[Start of section]
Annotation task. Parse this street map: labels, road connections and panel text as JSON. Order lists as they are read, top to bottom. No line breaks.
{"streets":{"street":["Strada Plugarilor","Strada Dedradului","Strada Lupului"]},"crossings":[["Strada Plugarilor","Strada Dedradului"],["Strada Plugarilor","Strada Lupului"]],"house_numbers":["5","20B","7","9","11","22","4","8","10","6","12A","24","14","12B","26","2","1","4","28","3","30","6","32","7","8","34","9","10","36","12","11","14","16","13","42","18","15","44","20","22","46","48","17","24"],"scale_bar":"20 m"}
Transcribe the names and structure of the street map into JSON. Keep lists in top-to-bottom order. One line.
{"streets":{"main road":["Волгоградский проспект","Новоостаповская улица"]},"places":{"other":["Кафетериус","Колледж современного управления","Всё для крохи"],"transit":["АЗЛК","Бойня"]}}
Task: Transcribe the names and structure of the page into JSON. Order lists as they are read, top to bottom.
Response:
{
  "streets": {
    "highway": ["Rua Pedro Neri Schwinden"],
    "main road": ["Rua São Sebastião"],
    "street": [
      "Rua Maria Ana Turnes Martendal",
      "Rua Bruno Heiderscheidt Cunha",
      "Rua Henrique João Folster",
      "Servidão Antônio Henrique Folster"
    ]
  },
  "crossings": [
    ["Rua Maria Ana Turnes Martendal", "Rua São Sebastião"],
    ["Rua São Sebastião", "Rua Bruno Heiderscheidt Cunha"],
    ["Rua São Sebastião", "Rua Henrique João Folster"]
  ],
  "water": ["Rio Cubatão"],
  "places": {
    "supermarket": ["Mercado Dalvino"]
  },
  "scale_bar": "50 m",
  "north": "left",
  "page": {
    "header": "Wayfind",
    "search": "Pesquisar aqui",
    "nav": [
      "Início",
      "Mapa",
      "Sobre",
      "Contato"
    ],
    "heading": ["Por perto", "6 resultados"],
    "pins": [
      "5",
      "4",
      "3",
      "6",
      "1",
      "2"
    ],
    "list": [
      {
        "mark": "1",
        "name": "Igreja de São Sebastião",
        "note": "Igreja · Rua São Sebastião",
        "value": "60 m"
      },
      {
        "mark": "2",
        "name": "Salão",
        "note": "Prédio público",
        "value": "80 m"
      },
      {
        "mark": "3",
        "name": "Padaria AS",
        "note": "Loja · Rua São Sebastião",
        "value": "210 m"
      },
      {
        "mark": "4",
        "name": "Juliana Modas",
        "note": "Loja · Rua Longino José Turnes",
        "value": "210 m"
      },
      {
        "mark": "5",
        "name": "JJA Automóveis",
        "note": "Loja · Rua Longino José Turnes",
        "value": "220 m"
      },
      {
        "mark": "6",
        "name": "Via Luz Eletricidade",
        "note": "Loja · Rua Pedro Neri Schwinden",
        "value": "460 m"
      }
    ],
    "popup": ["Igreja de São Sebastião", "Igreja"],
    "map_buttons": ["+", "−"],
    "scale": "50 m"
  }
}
[End of section]
__Instructions for the task__
Output the entries above word for word.

__Task result__
Annotation task. Parse this street map: labels, road connections and panel text as JSON. Order lists as they are read, top to bottom. No line breaks.
{"streets":{"street":["Strada Plugarilor","Strada Dedradului","Strada Lupului"]},"crossings":[["Strada Plugarilor","Strada Dedradului"],["Strada Plugarilor","Strada Lupului"]],"house_numbers":["5","20B","7","9","11","22","4","8","10","6","12A","24","14","12B","26","2","1","4","28","3","30","6","32","7","8","34","9","10","36","12","11","14","16","13","42","18","15","44","20","22","46","48","17","24"],"scale_bar":"20 m"}
Transcribe the names and structure of the street map into JSON. Keep lists in top-to-bottom order. One line.
{"streets":{"main road":["Волгоградский проспект","Новоостаповская улица"]},"places":{"other":["Кафетериус","Колледж современного управления","Всё для крохи"],"transit":["АЗЛК","Бойня"]}}
Task: Transcribe the names and structure of the page into JSON. Order lists as they are read, top to bottom.
Response:
{
  "streets": {
    "highway": ["Rua Pedro Neri Schwinden"],
    "main road": ["Rua São Sebastião"],
    "street": [
      "Rua Maria Ana Turnes Martendal",
      "Rua Bruno Heiderscheidt Cunha",
      "Rua Henrique João Folster",
      "Servidão Antônio Henrique Folster"
    ]
  },
  "crossings": [
    ["Rua Maria Ana Turnes Martendal", "Rua São Sebastião"],
    ["Rua São Sebastião", "Rua Bruno Heiderscheidt Cunha"],
    ["Rua São Sebastião", "Rua Henrique João Folster"]
  ],
  "water": ["Rio Cubatão"],
  "places": {
    "supermarket": ["Mercado Dalvino"]
  },
  "scale_bar": "50 m",
  "north": "left",
  "page": {
    "header": "Wayfind",
    "search": "Pesquisar aqui",
    "nav": [
      "Início",
      "Mapa",
      "Sobre",
      "Contato"
    ],
    "heading": ["Por perto", "6 resultados"],
    "pins": [
      "5",
      "4",
      "3",
      "6",
      "1",
      "2"
    ],
    "list": [
      {
        "mark": "1",
        "name": "Igreja de São Sebastião",
        "note": "Igreja · Rua São Sebastião",
        "value": "60 m"
      },
      {
        "mark": "2",
        "name": "Salão",
        "note": "Prédio público",
        "value": "80 m"
      },
      {
        "mark": "3",
        "name": "Padaria AS",
        "note": "Loja · Rua São Sebastião",
        "value": "210 m"
      },
      {
        "mark": "4",
        "name": "Juliana Modas",
        "note": "Loja · Rua Longino José Turnes",
        "value": "210 m"
      },
      {
        "mark": "5",
        "name": "JJA Automóveis",
        "note": "Loja · Rua Longino José Turnes",
        "value": "220 m"
      },
      {
        "mark": "6",
        "name": "Via Luz Eletricidade",
        "note": "Loja · Rua Pedro Neri Schwinden",
        "value": "460 m"
      }
    ],
    "popup": ["Igreja de São Sebastião", "Igreja"],
    "map_buttons": ["+", "−"],
    "scale": "50 m"
  }
}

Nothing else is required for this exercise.